§ **Dataset entries**
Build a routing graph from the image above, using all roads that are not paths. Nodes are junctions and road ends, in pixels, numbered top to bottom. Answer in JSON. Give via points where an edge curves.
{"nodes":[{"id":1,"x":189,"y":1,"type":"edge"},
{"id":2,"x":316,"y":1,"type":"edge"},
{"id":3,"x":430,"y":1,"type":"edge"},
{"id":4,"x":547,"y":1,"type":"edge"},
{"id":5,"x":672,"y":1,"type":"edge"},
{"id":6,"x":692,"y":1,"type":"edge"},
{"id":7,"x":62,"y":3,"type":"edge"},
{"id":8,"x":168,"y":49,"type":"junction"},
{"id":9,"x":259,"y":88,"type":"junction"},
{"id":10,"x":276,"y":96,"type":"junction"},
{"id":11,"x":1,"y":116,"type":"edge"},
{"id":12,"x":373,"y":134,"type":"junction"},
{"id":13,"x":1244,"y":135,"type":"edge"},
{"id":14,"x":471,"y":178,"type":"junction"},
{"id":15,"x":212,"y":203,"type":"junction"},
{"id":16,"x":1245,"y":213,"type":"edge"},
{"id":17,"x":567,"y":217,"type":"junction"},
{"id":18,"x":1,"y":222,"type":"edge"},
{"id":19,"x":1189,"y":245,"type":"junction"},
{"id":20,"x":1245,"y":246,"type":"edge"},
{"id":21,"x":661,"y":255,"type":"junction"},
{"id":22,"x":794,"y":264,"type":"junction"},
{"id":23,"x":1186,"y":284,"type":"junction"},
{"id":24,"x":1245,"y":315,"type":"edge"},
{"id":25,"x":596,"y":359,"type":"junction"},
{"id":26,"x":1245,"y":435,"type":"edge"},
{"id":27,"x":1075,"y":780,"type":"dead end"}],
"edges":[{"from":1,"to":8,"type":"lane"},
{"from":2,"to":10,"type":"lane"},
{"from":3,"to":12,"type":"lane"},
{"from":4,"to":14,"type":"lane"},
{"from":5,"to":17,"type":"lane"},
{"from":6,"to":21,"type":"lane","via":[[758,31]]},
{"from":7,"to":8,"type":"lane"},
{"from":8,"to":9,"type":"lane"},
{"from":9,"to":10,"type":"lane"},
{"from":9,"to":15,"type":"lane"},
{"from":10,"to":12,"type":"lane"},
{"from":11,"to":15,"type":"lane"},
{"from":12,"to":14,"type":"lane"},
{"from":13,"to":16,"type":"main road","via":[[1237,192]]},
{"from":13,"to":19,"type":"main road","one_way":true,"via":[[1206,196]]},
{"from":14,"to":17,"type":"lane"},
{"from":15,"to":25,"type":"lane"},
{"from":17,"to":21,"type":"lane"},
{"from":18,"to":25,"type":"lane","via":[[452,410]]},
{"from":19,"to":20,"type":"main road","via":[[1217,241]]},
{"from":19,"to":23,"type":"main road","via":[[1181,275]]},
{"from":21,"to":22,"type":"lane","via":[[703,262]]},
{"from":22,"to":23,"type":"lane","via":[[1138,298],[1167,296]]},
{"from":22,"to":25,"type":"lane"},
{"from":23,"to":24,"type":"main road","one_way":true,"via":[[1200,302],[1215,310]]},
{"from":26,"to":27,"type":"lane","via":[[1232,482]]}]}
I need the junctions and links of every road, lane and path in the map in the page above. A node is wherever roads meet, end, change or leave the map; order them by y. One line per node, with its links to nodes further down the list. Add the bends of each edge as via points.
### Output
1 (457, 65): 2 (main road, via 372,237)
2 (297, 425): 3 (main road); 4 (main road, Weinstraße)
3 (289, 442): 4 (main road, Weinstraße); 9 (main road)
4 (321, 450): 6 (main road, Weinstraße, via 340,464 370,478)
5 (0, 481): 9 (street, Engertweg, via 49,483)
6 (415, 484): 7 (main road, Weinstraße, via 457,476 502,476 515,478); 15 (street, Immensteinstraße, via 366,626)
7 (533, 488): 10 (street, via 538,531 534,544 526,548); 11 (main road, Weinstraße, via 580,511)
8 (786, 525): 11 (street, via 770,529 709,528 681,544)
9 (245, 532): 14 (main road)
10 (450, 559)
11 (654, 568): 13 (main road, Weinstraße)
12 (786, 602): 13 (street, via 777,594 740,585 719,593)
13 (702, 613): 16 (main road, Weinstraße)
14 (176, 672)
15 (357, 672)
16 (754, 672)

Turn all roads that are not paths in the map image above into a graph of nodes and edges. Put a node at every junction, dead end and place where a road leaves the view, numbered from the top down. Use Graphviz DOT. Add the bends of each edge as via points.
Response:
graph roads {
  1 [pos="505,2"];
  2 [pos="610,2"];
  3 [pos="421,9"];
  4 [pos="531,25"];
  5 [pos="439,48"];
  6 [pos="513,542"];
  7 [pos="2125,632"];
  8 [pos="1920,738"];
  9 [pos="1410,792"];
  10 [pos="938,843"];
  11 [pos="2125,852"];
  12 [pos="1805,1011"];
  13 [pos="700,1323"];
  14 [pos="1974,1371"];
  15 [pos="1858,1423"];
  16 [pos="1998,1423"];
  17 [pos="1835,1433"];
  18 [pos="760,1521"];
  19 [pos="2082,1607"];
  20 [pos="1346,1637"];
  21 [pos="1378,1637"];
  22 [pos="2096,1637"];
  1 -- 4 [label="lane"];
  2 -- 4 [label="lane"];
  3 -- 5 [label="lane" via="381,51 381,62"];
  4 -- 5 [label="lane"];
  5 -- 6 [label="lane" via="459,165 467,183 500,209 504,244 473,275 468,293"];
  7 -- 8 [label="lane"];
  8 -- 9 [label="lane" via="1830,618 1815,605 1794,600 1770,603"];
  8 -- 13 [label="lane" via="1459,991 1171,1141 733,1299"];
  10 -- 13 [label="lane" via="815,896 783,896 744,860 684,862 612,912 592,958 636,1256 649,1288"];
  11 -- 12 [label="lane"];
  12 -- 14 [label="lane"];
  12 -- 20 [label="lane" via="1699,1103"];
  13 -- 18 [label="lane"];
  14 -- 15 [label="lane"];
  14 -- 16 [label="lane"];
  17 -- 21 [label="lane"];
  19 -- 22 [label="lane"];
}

§ **Task objective**
Filter the preceding entries down to the lines with "dead".

§ **Finished task**
{"id":27,"x":1075,"y":780,"type":"dead end"}],
Turn all roads that are not paths in the map image above into a graph of nodes and edges. Put a node at every junction, dead end and place where a road leaves the view, numbered from the top down. Use Graphviz DOT. Add the bends of each edge as via points.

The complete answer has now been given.